───── Data section ─────

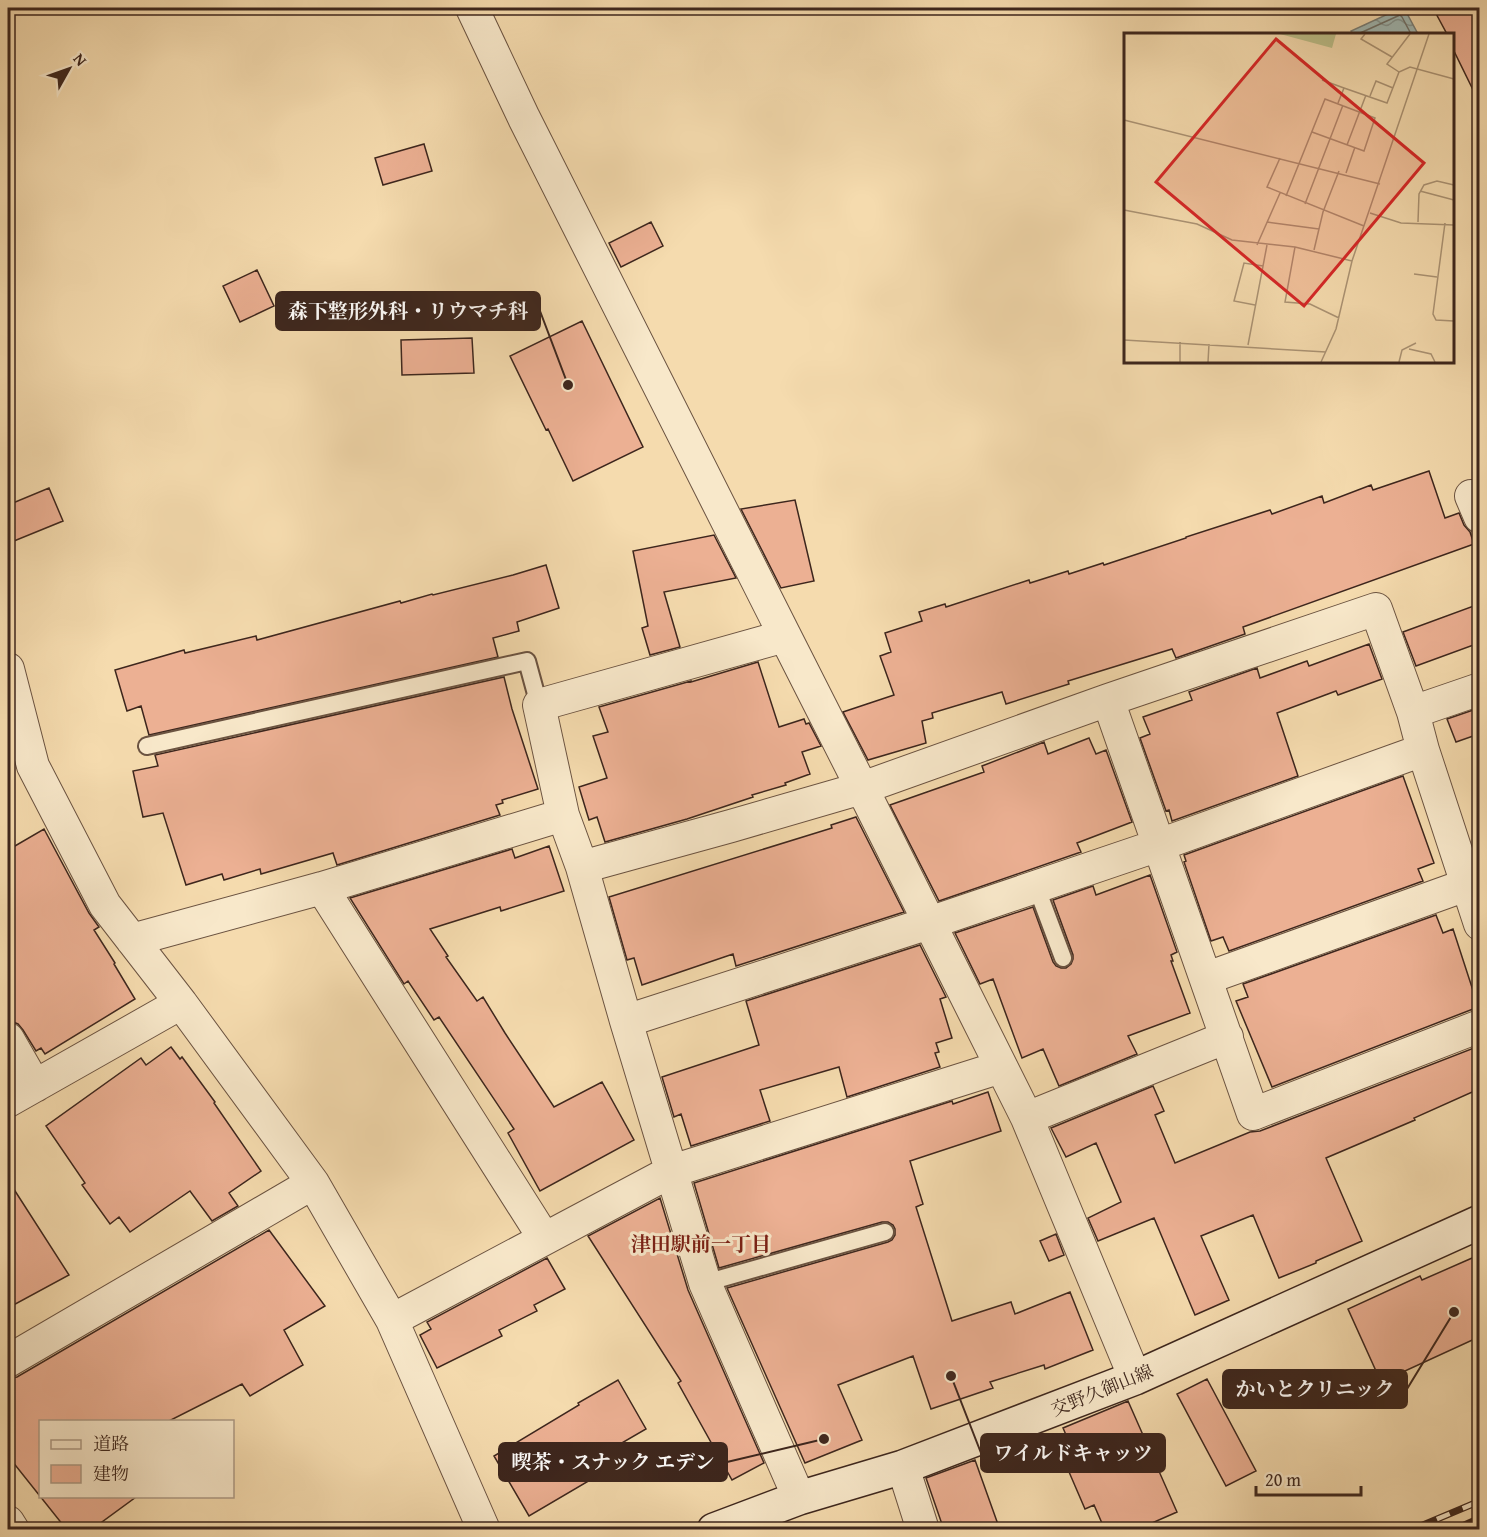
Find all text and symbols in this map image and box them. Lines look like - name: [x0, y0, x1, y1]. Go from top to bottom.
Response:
- inset map: [1124, 33, 1454, 363]
- north arrow: [39, 39, 99, 99]
- text: N: [68, 48, 93, 71]
- callout: 森下整形外科・リウマチ科: [276, 292, 540, 330]
- text: 森下整形外科・リウマチ科: [288, 296, 528, 325]
- district label: 津田駅前一丁目: [631, 1229, 771, 1258]
- street label: 交野久御山線: [1047, 1357, 1157, 1423]
- callout: かいとクリニック: [1223, 1370, 1407, 1408]
- text: かいとクリニック: [1236, 1374, 1394, 1403]
- legend: [39, 1420, 234, 1498]
- text: 道路: [93, 1430, 129, 1457]
- callout: ワイルドキャッツ: [981, 1434, 1165, 1472]
- text: ワイルドキャッツ: [993, 1438, 1153, 1467]
- callout: 喫茶・スナック エデン: [499, 1443, 727, 1481]
- text: 喫茶・スナック エデン: [511, 1447, 715, 1476]
- scale bar: [1256, 1459, 1361, 1497]
- text: 建物: [93, 1460, 129, 1487]
- text: 20 m: [1265, 1466, 1301, 1493]

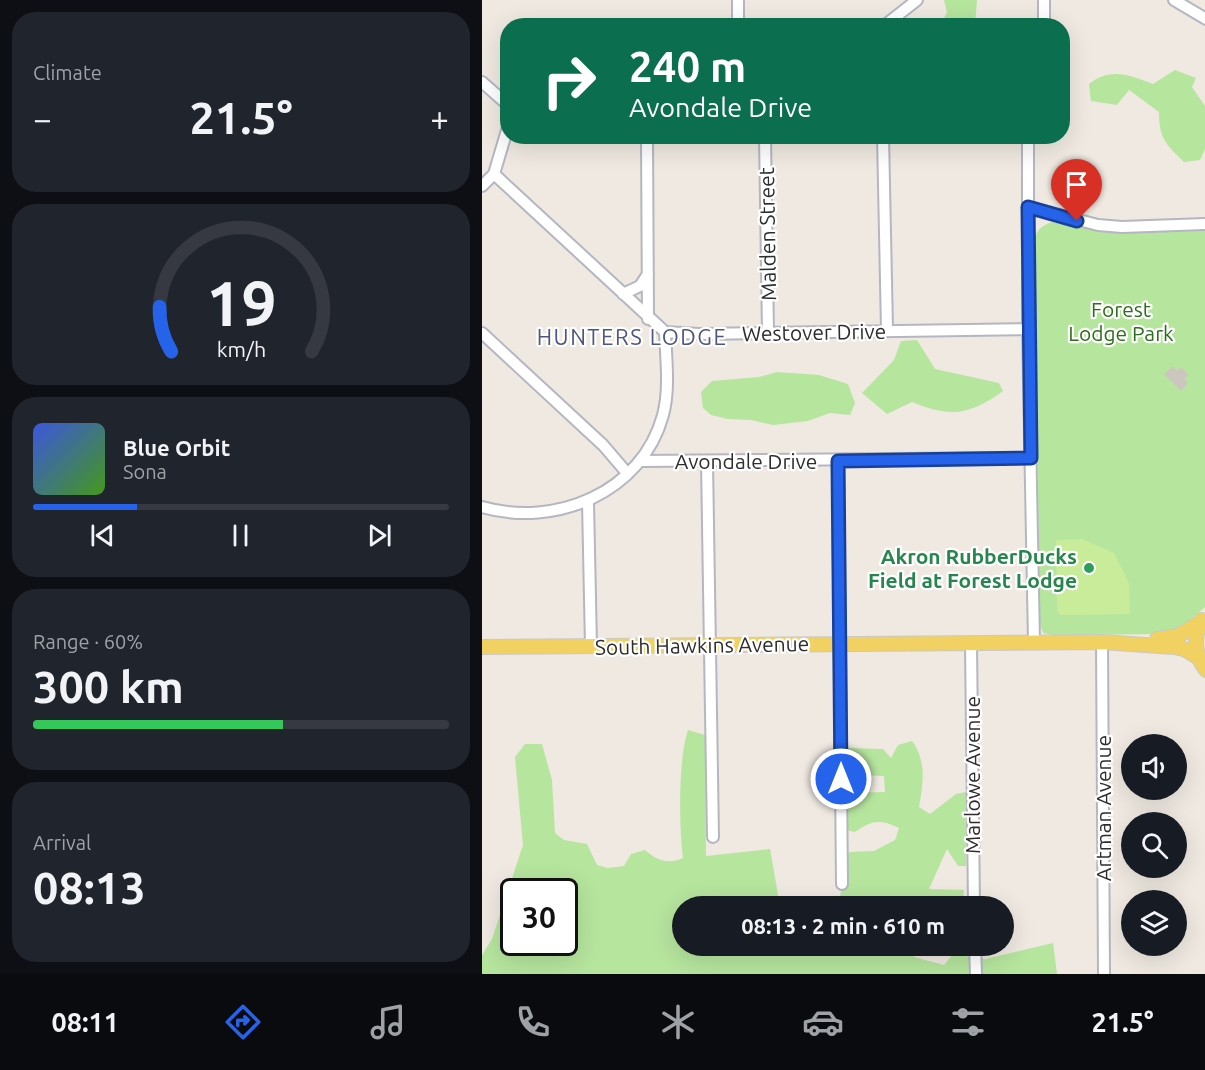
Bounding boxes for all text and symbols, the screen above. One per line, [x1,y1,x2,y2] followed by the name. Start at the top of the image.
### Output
[530,42,608,120] icon: right
[629,43,746,90] text: 240 m
[33,61,102,84] text: Climate
[189,92,293,143] text: 21.5°
[629,92,812,122] text: Avondale Drive
[33,100,52,137] text: −
[430,100,449,137] text: +
[1051,159,1102,221] pin
[754,167,780,301] street label: Malden Street
[1060,168,1093,201] icon: arrive
[206,268,276,338] text: 19
[1068,297,1174,345] park label: Forest Lodge Park
[742,319,886,345] street label: Westover Drive
[537,324,727,349] district label: HUNTERS LODGE
[216,337,266,361] text: km/h
[123,435,230,460] text: Blue Orbit
[675,449,817,473] street label: Avondale Drive
[123,460,167,483] text: Sona
[86,519,119,552] icon: previous
[224,519,257,552] icon: pause
[363,519,396,552] icon: next
[868,544,1077,592] place label: Akron RubberDucks Field at Forest Lodge
[1082,561,1096,575] marker: Akron RubberDucks Field at Forest Lodge
[33,630,143,653] text: Range · 60%
[595,631,809,659] street label: South Hawkins Avenue
[33,661,184,712] text: 300 km
[960,696,984,854] street label: Marlowe Avenue
[1121,734,1187,956] map controls
[1121,734,1187,800] button: sound
[1091,735,1115,881] street label: Artman Avenue
[809,747,873,811] position arrow
[1121,812,1187,878] button: search
[33,831,91,854] text: Arrival
[33,862,146,913] text: 08:13
[500,878,578,956] speed limit sign: 30
[1121,890,1187,956] button: layers
[741,913,945,938] text: 08:13 · 2 min · 610 m
[222,1001,264,1043] icon: directions
[367,1001,409,1043] icon: music
[512,1001,554,1043] icon: phone
[657,1001,699,1043] icon: climate
[802,1001,844,1043] icon: car
[947,1001,989,1043] icon: filters
[51,1007,119,1037] text: 08:11
[1092,1007,1153,1037] text: 21.5°

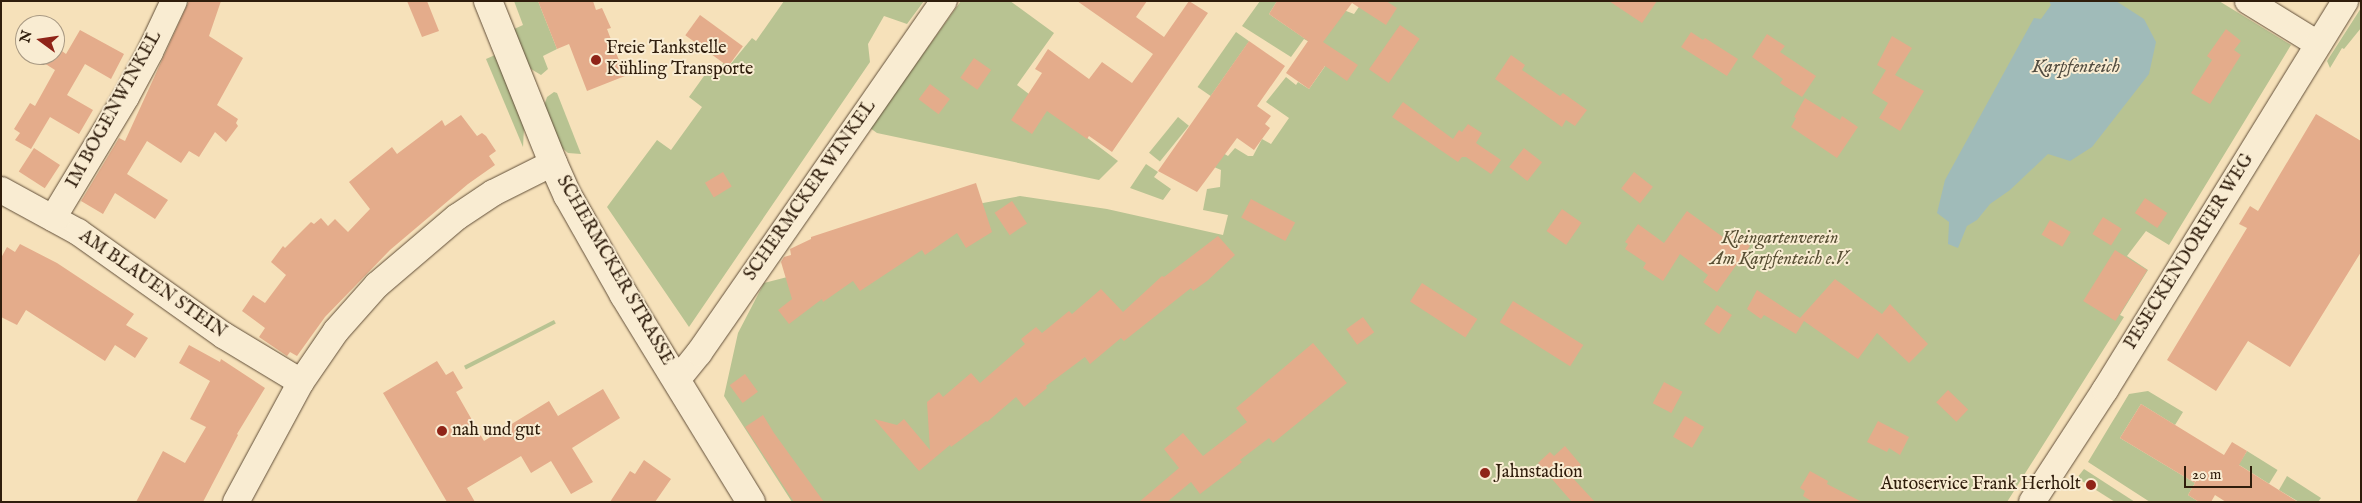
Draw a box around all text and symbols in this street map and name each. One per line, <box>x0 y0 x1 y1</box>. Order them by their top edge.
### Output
north arrow <box>15 15 65 65</box>
street label: IM BOGENWINKEL <box>63 28 167 192</box>
text: N <box>16 29 37 45</box>
place label: Freie Tankstelle Kühling Transporte <box>606 39 753 82</box>
marker: Freie Tankstelle Kühling Transporte <box>590 54 602 66</box>
water label: Karpfenteich <box>2032 57 2120 79</box>
street label: SCHERMCKER WINKEL <box>740 97 882 285</box>
street label: PESECKENDORFER WEG <box>2121 150 2259 354</box>
street label: SCHERMCKER STRASSE <box>551 172 677 370</box>
street label: AM BLAUEN STEIN <box>74 226 230 344</box>
park label: Kleingartenverein Am Karpfenteich e.V. <box>1710 229 1850 272</box>
place label: nah und gut <box>452 420 541 442</box>
marker: nah und gut <box>436 425 448 437</box>
scale bar <box>2187 456 2254 488</box>
place label: Jahnstadion <box>1495 462 1583 484</box>
text: 20 m <box>2192 465 2221 484</box>
marker: Jahnstadion <box>1479 467 1491 479</box>
place label: Autoservice Frank Herholt <box>1881 474 2081 496</box>
marker: Autoservice Frank Herholt <box>2085 479 2097 491</box>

─────

Since only a count is wanted, give the number of lines in the listing that contain the word "Forest".

3